AGL may have to sign expensive short-team supply deals if delays on its Crib Point import facility continue.

AGL plan'to import gas at Crib Point via a new gas processing ship. Picture: Stuart McEvoy
AGL plan'to import gas at Crib Point via a new gas processing ship. Picture: Stuart McEvoy

An expected delay in AGL Energy’s planned LNG import plant in Victoria may force the power giant to cover a gas shortfall in its portfolio by signing expensive short-term contracts, UBS has warned.

Approvals for the Crib Point unit may now not be obtained until mid-2020 and may require changes to the import facility design and attract additional costs.

Given AGL faces an annual gas portfolio shortfall of 40 petajoules from 2021 on, it may have to look beyond the delayed gas import hub and instead strike deals at higher prevailing prices, potentially topping $10.50 a gigajoule.

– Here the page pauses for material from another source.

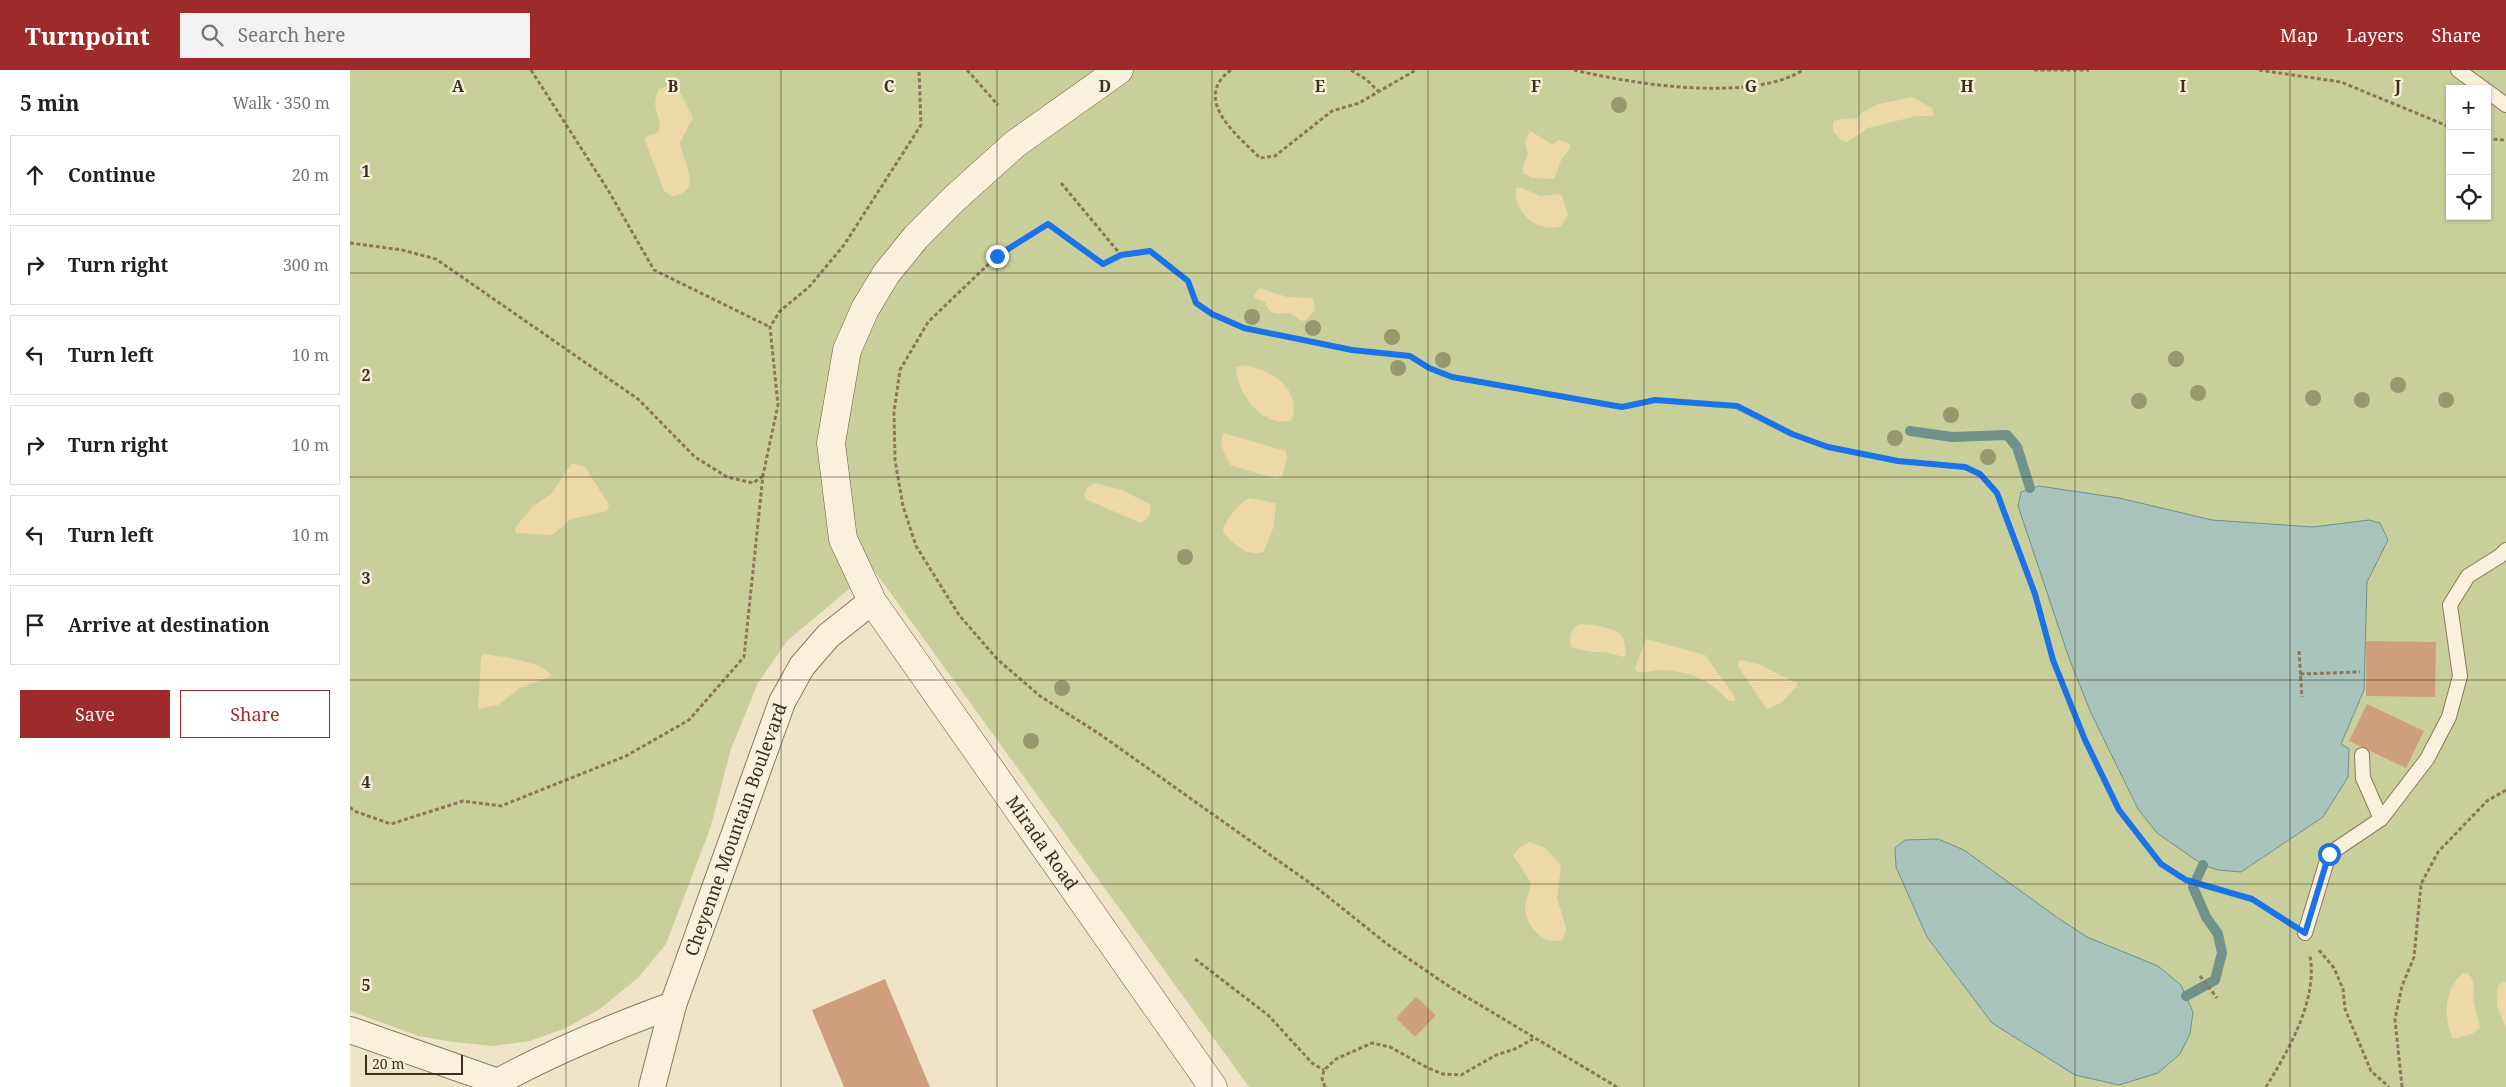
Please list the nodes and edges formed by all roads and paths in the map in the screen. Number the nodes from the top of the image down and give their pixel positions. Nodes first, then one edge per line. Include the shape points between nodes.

“To ensure continuity of gas supply to meet AGL’s 150 petajoule portfolio demand, we had assumed the emerging supply shortfall in 2021 would be supplied by AGL’s own planned LNG import facility at Crib Point in Victoria,” UBS analyst Tom Allen said, noting the project was still waiting on a final investment decision.

“However, our review of the risks associated with obtaining environmental approvals and the timeframe required to secure those approvals has led us to change our base case supply assumption to now assume gas supply is sourced from recontracting existing gas resources at prevailing (higher) market prices.”

UBS has removed Crib Point from its base case gas supply assumption, replacing it with a scenario that sees it recontract gas supply from sources that may include competing LNG import terminals.

AGL may also be have an incentive to consider equity investments in future gas projects, according to the broker.

“We note that AGL might be able to secure gas supply at better-than-market-price if it takes on more upstream exposure through equity investments in yet-to-be developed sources of gas,” Mr Allen said. “We expect any additional exposure in upstream gas would be a non-operated position with the aim to secure attractive commercial price and terms.”

UBS cut its AGL price target to $18.35 from $21 with sell rating retained.

Read related topics:Energy
Perry Williams
Perry WilliamsBusiness Editor

Perry Williams is The Australian’s Business Editor. He was previously a senior reporter covering energy and has also worked at Bloomberg and the Australian Financial Review as resources editor and deputy companies editor.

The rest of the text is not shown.